Opening the adjusting screw a turn at a time moves the point to the left from the initial point (1), which corresponds to the initial adjuster setting. During the first 2–3 turns, the cushioning sequence is clearly seen to become progressively shorter. However, the end impact becomes greater. The usual reaction is to cease adjustment at this point and to return the adjusting screw towards the original setting to counteract the severe shocks. However, ideal cushioning is achieved by continuing to open the screw a further 1–2 turns, at which point – as the diagram shows – the end impact is minimal, with low noise and vibration levels. If the adjusting screw is now opened further, the end impact will become considerably greater without reducing the cycle time significantly. However, at the ideal pneumatic cushioning point, the total cycle time will be reduced substantially as a result of the much faster cushioning sequence (a 20–40% reduction is not (unusual).

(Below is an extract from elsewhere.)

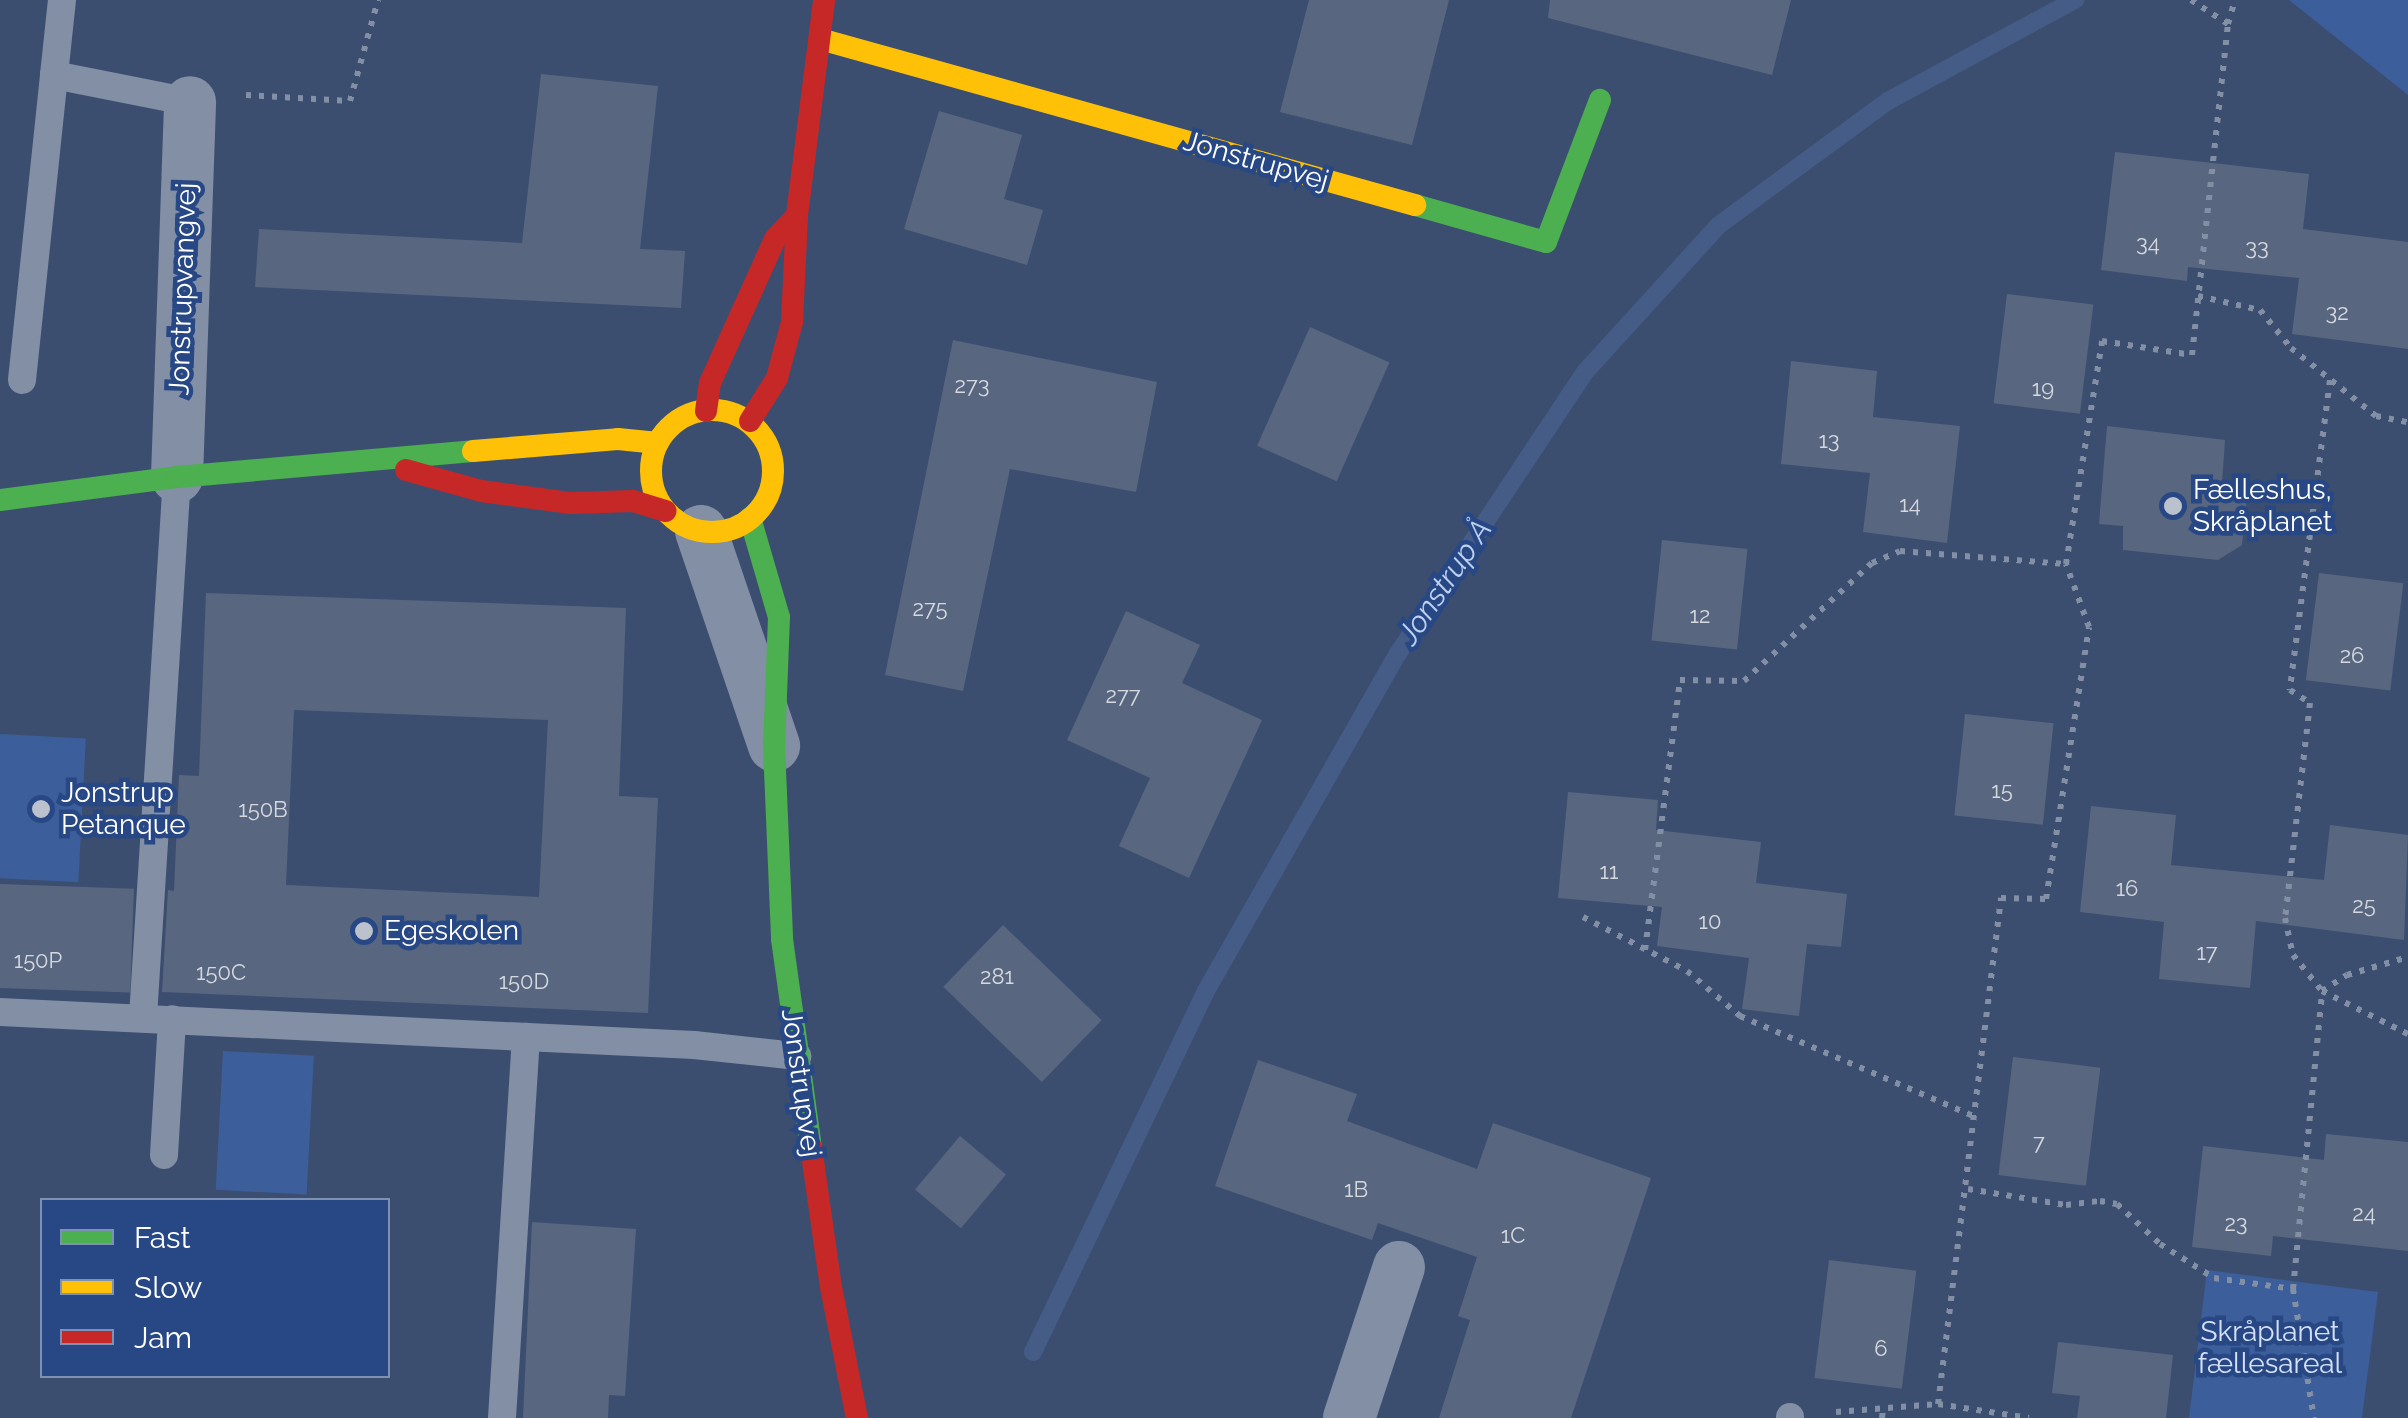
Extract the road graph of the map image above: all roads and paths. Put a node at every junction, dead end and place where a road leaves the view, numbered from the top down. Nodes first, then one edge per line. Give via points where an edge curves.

Achieve ideal pneumatic cushioning
At present, the cylinder diameter is often specified on the basis of a specified thrust requirement, without allowing for the kinetic energy. Usually, this produces a cylinder cushioning capacity which is well in excess of that necessary for the application. In such cases, ideal pneumatic cushioning is either not required or is unachievable in every case. If the cushioning energy does not exceed 10% of the permissible value, it is possible to open the adjusting screw sufficiently for the piston to strike the end cover. The shock will be moderate due to the low load, while the impact time will be short and the braking effect of the pneumatic cushioning will be low due to the short time available for back pressure to develop. The following will apply if the cushioning energy is between 10% and 80% of the maximum permissible value: At the lower value, the piston can be cushioned partially with air, with impact cushioning accounting for the remainder of the energy absorption, although a certain shock will naturally occur. In this case, the adjusting screw will be almost completely open and the direction of piston travel will be unchanged. At the upper value, the adjusting screw will be almost completely closed.